Visualize Spatial Landscape of Cells / Spots
Usage
SpatialView(
obj,
by,
X = "X",
Y = "Y",
pt.shape = 20,
pt.size = 0.5,
pt.alpha = 1,
jitter = FALSE,
slot = "data",
coord.fix = FALSE,
highlight.cells = NULL,
control.cells = NULL,
ncol = 3,
bg.downsample = 2000,
bg.color = "gray80",
bg.size = 0.5,
bg.alpha = 0.7
)
Arguments
- obj
A Seurat object or a data frame (with cell names as row names).
- by
A feature name for plotting, e.g. cell type, region, gene expression.
- X
A character specifying the spatial coordinate of x-axis.
- Y
A character specifying the the spatial coordinate of y-axis.
- pt.shape
Point shape for plotting
- pt.size
A numeric specifying the point size of non-control cells.
- pt.alpha
A numeric specifying the point transparency of non-control cells.
- jitter
A boolean specifying whether add jitters to the cells.
- slot
The slot in Seurat object to pull feature from.
- highlight.cells
A vector specifying the cells for highlighting.
- control.cells
A vector specifying the control cells as background. If not specified, all the non-highlighting cells will be considered as control.cells.
- bg.downsample
An integer specifying the aim for downsampling the control.cells.
- bg.color
Color of control cells.
- bg.size
A numeric specifying the point size of control cells.
- bg.alpha
A numeric specifying the point transparency of control cells.
Examples
library(data.table)
library(Seurat)
library(SpatialEcoTyper)
library(ggplot2)
library(googledrive)
drive_deauth() # no Google sign-in is required
drive_download(as_id("1CgUOQKrWY_TG61o5aw7J9LZzE20D6NuI"),
"HumanMelanomaPatient1_subset_scmeta.tsv", overwrite = TRUE)
#> File downloaded:
#> • HumanMelanomaPatient1_subset_scmeta.tsv
#> <id: 1CgUOQKrWY_TG61o5aw7J9LZzE20D6NuI>
#> Saved locally as:
#> • HumanMelanomaPatient1_subset_scmeta.tsv
scmeta <- fread("HumanMelanomaPatient1_subset_scmeta.tsv",
sep = "\t",header = TRUE, data.table = FALSE)

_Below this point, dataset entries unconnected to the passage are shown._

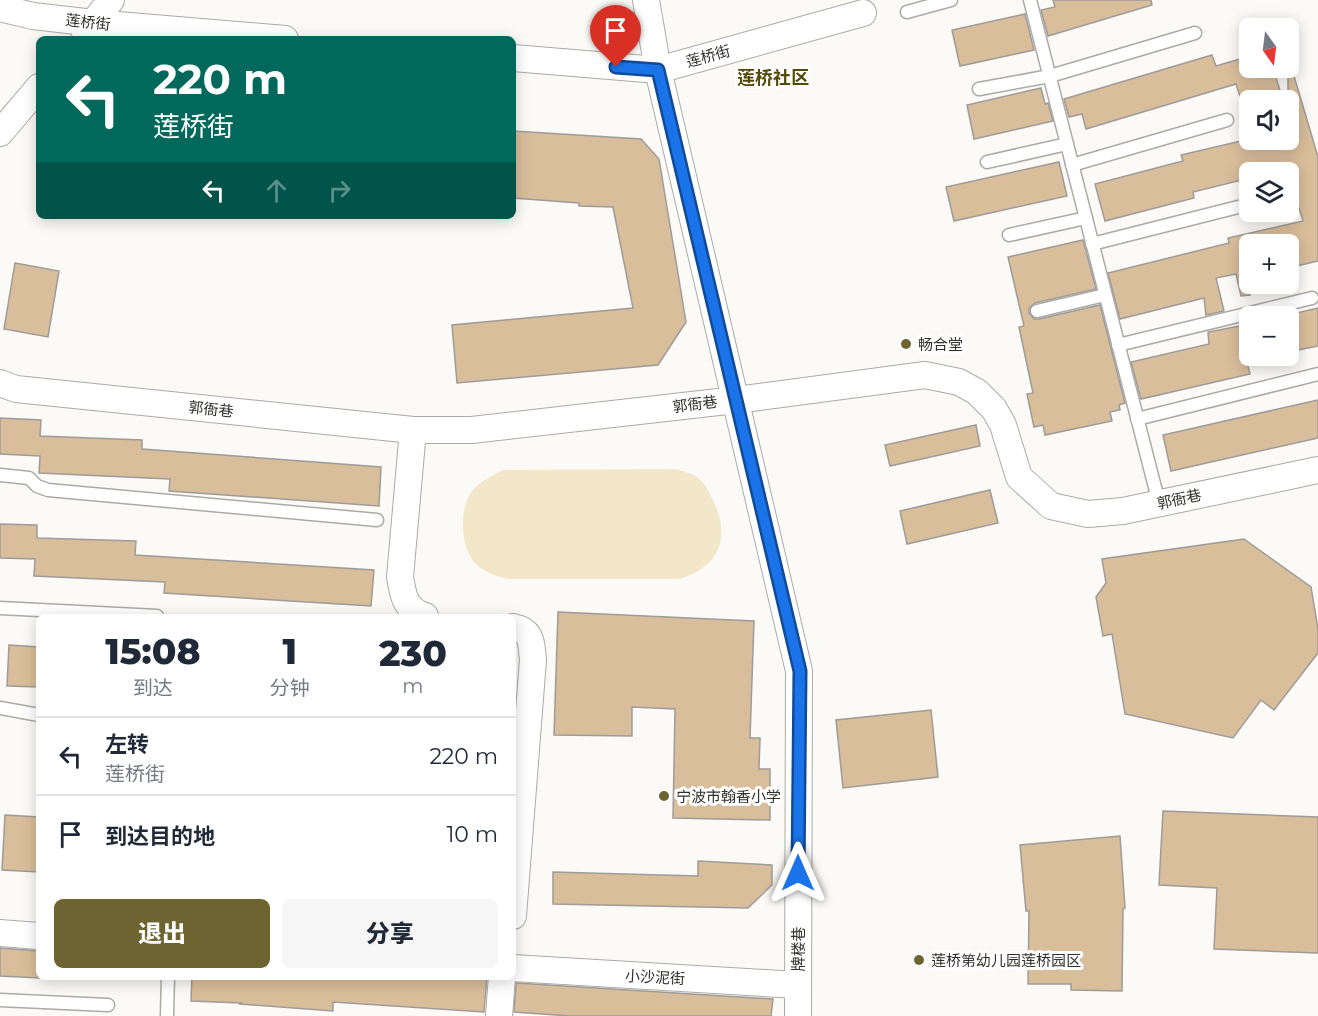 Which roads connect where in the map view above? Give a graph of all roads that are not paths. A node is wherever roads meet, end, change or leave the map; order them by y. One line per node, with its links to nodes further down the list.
1 (111, 0): 8 (street)
2 (646, 0): 12 (street, 牌楼巷)
3 (951, 0): 6 (lane)
4 (1030, 0): 13 (lane)
5 (0, 8): 8 (street, 莲桥街)
6 (907, 12)
7 (863, 14): 12 (street, 莲桥街)
8 (87, 31): 10 (street, 莲桥街)
9 (1195, 33): 13 (lane)
10 (211, 36)
11 (516, 58): 12 (street, 莲桥街)
12 (658, 70): 31 (street, 牌楼巷)
13 (1050, 76): 14 (lane); 18 (lane)
14 (979, 89)
15 (36, 91): 17 (street)
16 (1227, 120): 20 (lane)
17 (0, 133)
18 (1067, 144): 19 (lane); 20 (lane)
19 (987, 162)
20 (1072, 165): 22 (lane)
21 (1239, 207): 24 (lane)
22 (1086, 218): 23 (lane); 24 (lane)
23 (1009, 235)
24 (1092, 244): 25 (lane)
25 (1106, 295): 27 (lane); 28 (lane)
26 (1312, 298): 28 (lane)
27 (1037, 311)
28 (1118, 345): 32 (lane)
29 (1318, 374): 32 (lane)
30 (0, 383): 33 (street, 郭衙巷)
31 (736, 400): 33 (street, 郭衙巷); 36 (street, 郭衙巷); 51 (street, 牌楼巷)
32 (1137, 419): 36 (lane)
33 (413, 430): 40 (street)
34 (1318, 470): 36 (street, 郭衙巷)
35 (0, 475): 37 (lane)
36 (1159, 503)
37 (377, 520)
38 (0, 608): 39 (lane)
39 (118, 614)
40 (415, 614)
41 (516, 628): 44 (street)
42 (0, 708): 43 (lane)
43 (36, 714)
44 (520, 740): 45 (street)
45 (516, 841)
46 (0, 933): 47 (street)
47 (36, 936)
48 (516, 968): 51 (street, 小沙泥街)
49 (168, 980): 54 (lane)
50 (502, 980): 55 (street)
51 (798, 985): 56 (street, 牌楼巷)
52 (0, 1000): 53 (lane)
53 (108, 1005)
54 (167, 1016)
55 (499, 1016)
56 (798, 1016) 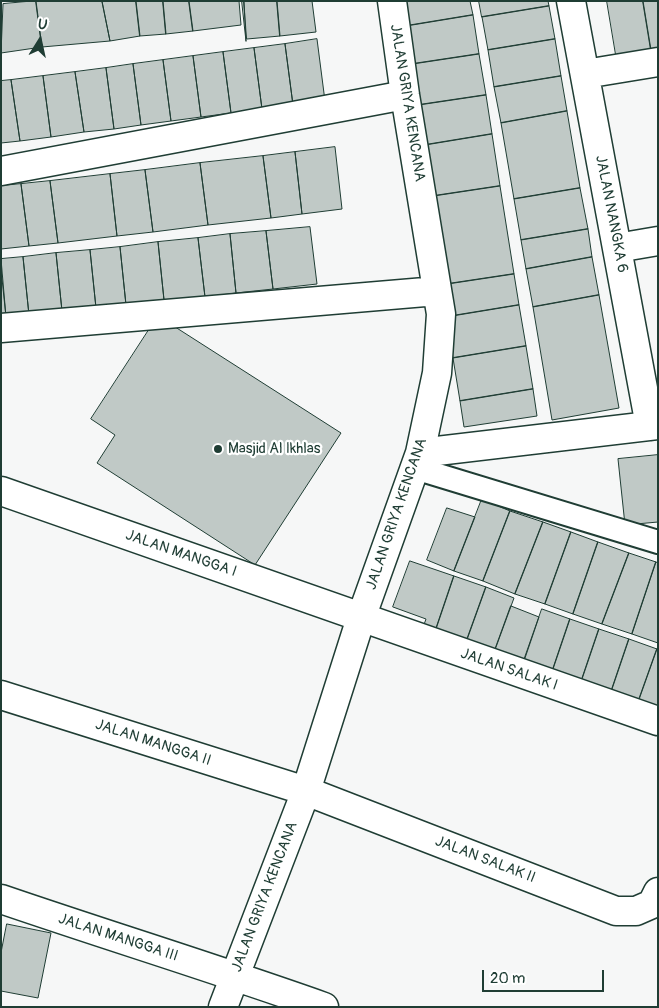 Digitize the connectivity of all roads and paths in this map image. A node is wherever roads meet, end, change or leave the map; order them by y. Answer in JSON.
{"nodes":[{"id":1,"x":392,"y":1,"type":"edge"},
{"id":2,"x":571,"y":1,"type":"edge"},
{"id":3,"x":658,"y":62,"type":"edge"},
{"id":4,"x":585,"y":74,"type":"junction"},
{"id":5,"x":405,"y":96,"type":"junction"},
{"id":6,"x":1,"y":171,"type":"edge"},
{"id":7,"x":658,"y":241,"type":"edge"},
{"id":8,"x":617,"y":248,"type":"junction"},
{"id":9,"x":436,"y":291,"type":"junction"},
{"id":10,"x":1,"y":328,"type":"edge"},
{"id":11,"x":654,"y":426,"type":"edge"},
{"id":12,"x":418,"y":461,"type":"junction"},
{"id":13,"x":1,"y":490,"type":"edge"},
{"id":14,"x":658,"y":542,"type":"edge"},
{"id":15,"x":361,"y":618,"type":"junction"},
{"id":16,"x":1,"y":695,"type":"edge"},
{"id":17,"x":658,"y":722,"type":"edge"},
{"id":18,"x":306,"y":791,"type":"junction"},
{"id":19,"x":658,"y":892,"type":"edge"},
{"id":20,"x":1,"y":900,"type":"edge"},
{"id":21,"x":235,"y":975,"type":"junction"},
{"id":22,"x":223,"y":1007,"type":"edge"},
{"id":23,"x":324,"y":1007,"type":"edge"}],
"edges":[{"from":1,"to":5,"type":"street","name":"JALAN GRIYA KENCANA"},
{"from":2,"to":4,"type":"street","name":"JALAN NANGKA 6"},
{"from":3,"to":4,"type":"street"},
{"from":4,"to":8,"type":"street","name":"JALAN NANGKA 6"},
{"from":5,"to":6,"type":"street"},
{"from":5,"to":9,"type":"street","name":"JALAN GRIYA KENCANA"},
{"from":7,"to":8,"type":"street"},
{"from":8,"to":11,"type":"street","name":"JALAN NANGKA 6"},
{"from":9,"to":10,"type":"street"},
{"from":9,"to":12,"type":"street","name":"JALAN GRIYA KENCANA"},
{"from":11,"to":12,"type":"street"},
{"from":12,"to":14,"type":"lane"},
{"from":12,"to":15,"type":"street","name":"JALAN GRIYA KENCANA"},
{"from":13,"to":15,"type":"street","name":"JALAN MANGGA I"},
{"from":15,"to":17,"type":"street","name":"JALAN SALAK I"},
{"from":15,"to":18,"type":"street","name":"JALAN GRIYA KENCANA"},
{"from":16,"to":18,"type":"street","name":"JALAN MANGGA II"},
{"from":18,"to":19,"type":"street","name":"JALAN SALAK II"},
{"from":18,"to":21,"type":"street","name":"JALAN GRIYA KENCANA"},
{"from":20,"to":21,"type":"street","name":"JALAN MANGGA III"},
{"from":21,"to":22,"type":"street","name":"JALAN GRIYA KENCANA"},
{"from":21,"to":23,"type":"street","name":"JALAN MANGGA III"}]} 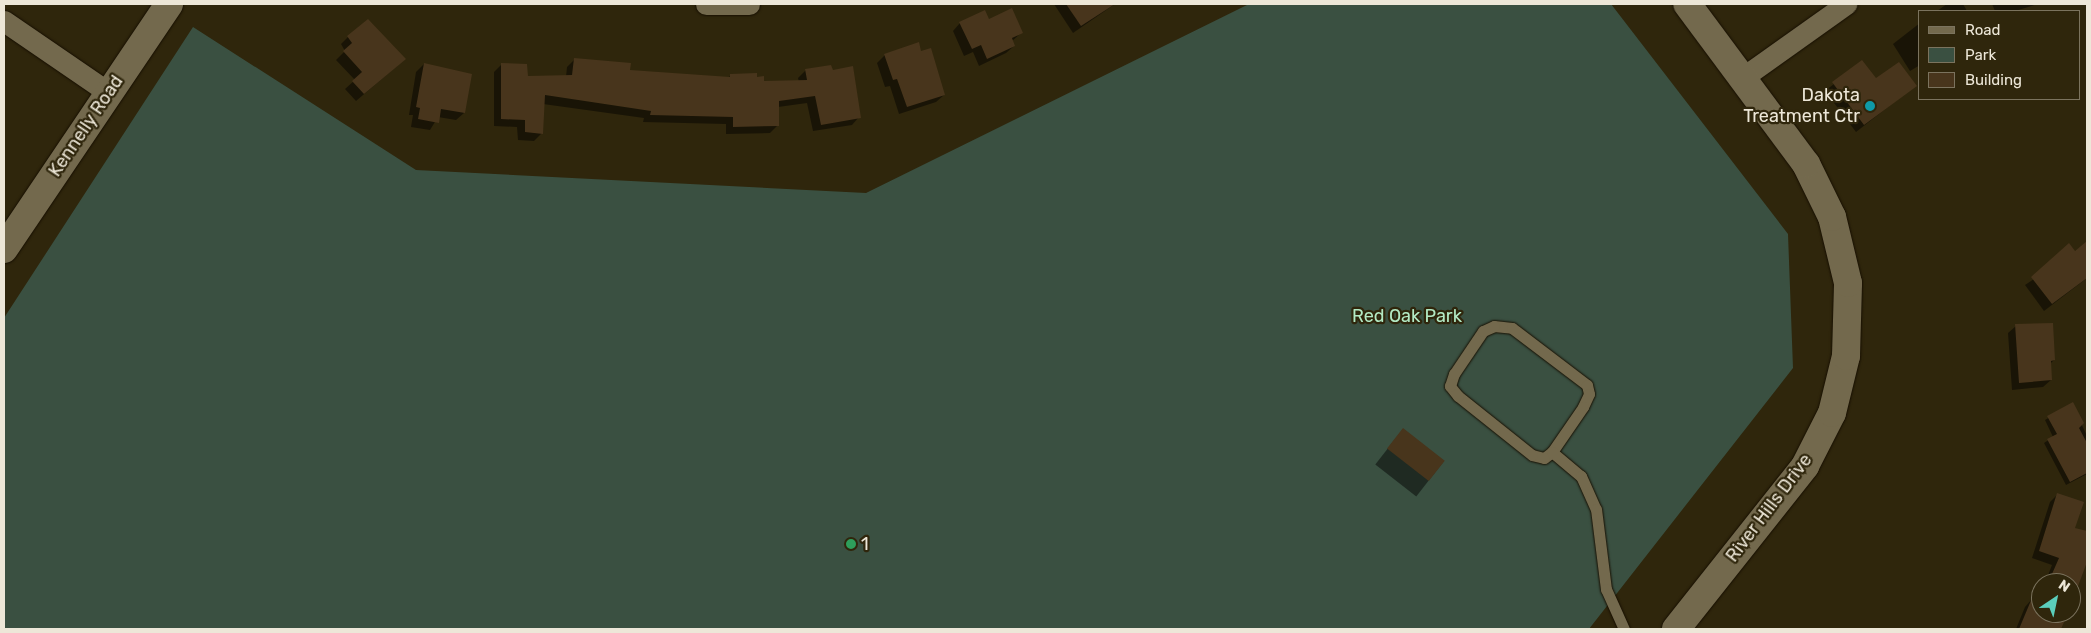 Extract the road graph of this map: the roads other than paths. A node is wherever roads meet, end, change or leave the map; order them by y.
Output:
1 (169, 4) edge
2 (706, 4) edge
3 (749, 4) edge
4 (1687, 4) edge
5 (1846, 4) edge
6 (4, 21) edge
7 (1742, 78) junction
8 (109, 92) junction
9 (4, 249) edge
10 (1552, 452) junction
11 (1624, 629) edge
12 (1676, 629) edge

1 - 8 street, Kennelly Road
2 - 3 street
4 - 7 street, River Hills Drive
5 - 7 street
6 - 8 street
7 - 12 street, River Hills Drive
8 - 9 street, Kennelly Road
10 - 10 lane
10 - 11 lane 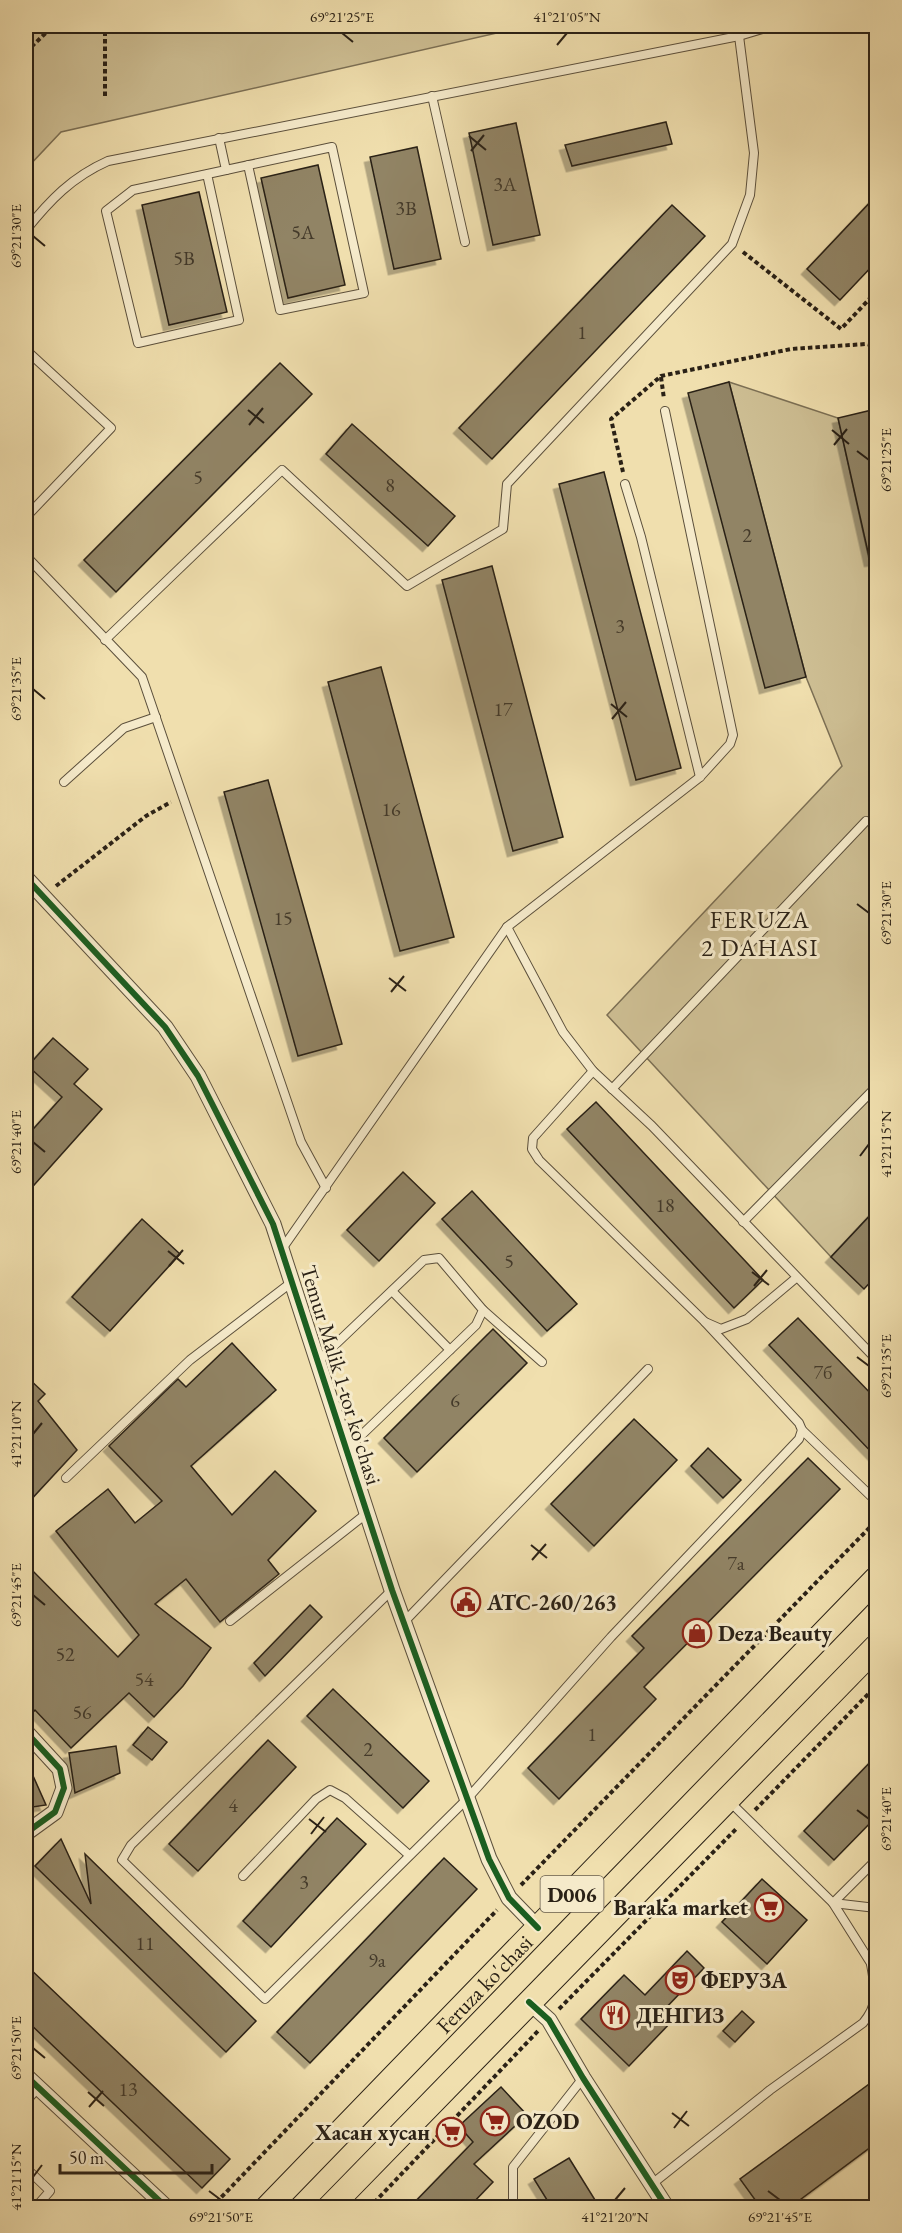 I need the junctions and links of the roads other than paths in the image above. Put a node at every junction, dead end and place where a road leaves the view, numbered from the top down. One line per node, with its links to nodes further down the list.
1 (772, 26): 2 (lane)
2 (739, 36): 3 (lane); 15 (lane)
3 (432, 96): 4 (lane); 9 (lane)
4 (219, 138): 6 (lane); 8 (lane)
5 (248, 165): 5 (lane); 6 (lane)
6 (226, 170): 7 (lane)
7 (207, 174): 7 (lane)
8 (26, 230)
9 (465, 242)
10 (26, 350): 13 (lane)
11 (665, 411): 17 (lane)
12 (625, 484): 17 (lane)
13 (26, 517)
14 (26, 556): 15 (lane)
15 (105, 640): 16 (lane)
16 (156, 717): 18 (lane); 25 (lane)
17 (700, 777): 21 (lane)
18 (64, 782)
19 (866, 821): 24 (lane)
20 (26, 878): 27 (street, Temur Malik 1-tor ko'chasi)
21 (507, 927): 22 (lane); 25 (lane)
22 (593, 1071): 24 (lane); 32 (lane)
23 (876, 1087): 26 (lane)
24 (612, 1089): 26 (lane)
25 (326, 1188): 27 (lane)
26 (743, 1222): 28 (lane)
27 (282, 1249): 29 (street, Temur Malik 1-tor ko'chasi)
28 (796, 1278): 32 (lane); 34 (lane)
29 (294, 1282): 35 (street, Temur Malik 1-tor ko'chasi); 40 (lane)
30 (392, 1291): 31 (lane); 33 (lane); 35 (lane)
31 (483, 1310): 33 (lane); 36 (lane)
32 (705, 1322): 38 (lane)
33 (450, 1350): 39 (lane)
34 (876, 1359)
35 (317, 1362): 39 (street, Temur Malik 1-tor ko'chasi)
36 (542, 1362)
37 (648, 1369): 46 (lane)
38 (802, 1430): 41 (lane); 49 (lane)
39 (345, 1451): 42 (street, Temur Malik 1-tor ko'chasi)
40 (66, 1478)
41 (876, 1501)
42 (366, 1514): 44 (street, Temur Malik 1-tor ko'chasi); 45 (lane)
43 (876, 1580): 57 (main road, Feruza ko'chasi / D006)
44 (392, 1590): 46 (street, Temur Malik 1-tor ko'chasi); 52 (lane)
45 (230, 1621)
46 (403, 1623): 49 (street, Temur Malik 1-tor ko'chasi)
47 (876, 1647): 50 (main road, Feruza ko'chasi / D006)
48 (26, 1732): 51 (street)
49 (467, 1799): 52 (lane); 57 (street, Temur Malik 1-tor ko'chasi)
50 (728, 1799): 55 (lane); 59 (main road, Feruza ko'chasi / D006)
51 (26, 1833)
52 (409, 1855): 54 (lane)
53 (876, 1860): 55 (lane)
54 (243, 1876)
55 (833, 1903): 56 (lane); 58 (lane)
56 (876, 1908)
57 (538, 1928): 69 (main road, Feruza ko'chasi / D006)
58 (874, 1968): 65 (lane)
59 (529, 2002): 61 (street); 70 (main road, Feruza ko'chasi / D006)
60 (26, 2076): 62 (street)
61 (583, 2078): 65 (street); 66 (lane)
62 (38, 2088): 63 (lane); 68 (street)
63 (26, 2101)
64 (26, 2168): 67 (lane)
65 (652, 2184): 71 (street)
66 (513, 2206)
67 (34, 2208)
68 (167, 2208)
69 (267, 2208)
70 (329, 2208)
71 (667, 2208)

# Visualize the cell type annotations in the tissue
SpatialView(scmeta, by = "CellType", X = "X", Y = "Y") +
scale_color_manual(values = pals::kelly()[-1])
#> Scale for colour is already present.
#> Adding another scale for colour, which will replace the existing scale.
SpatialView(scmeta, by = "Region", X = "X", Y = "Y") +
scale_color_brewer(type = "qual", palette = "Set1")
#> Scale for colour is already present.
#> Adding another scale for colour, which will replace the existing scale.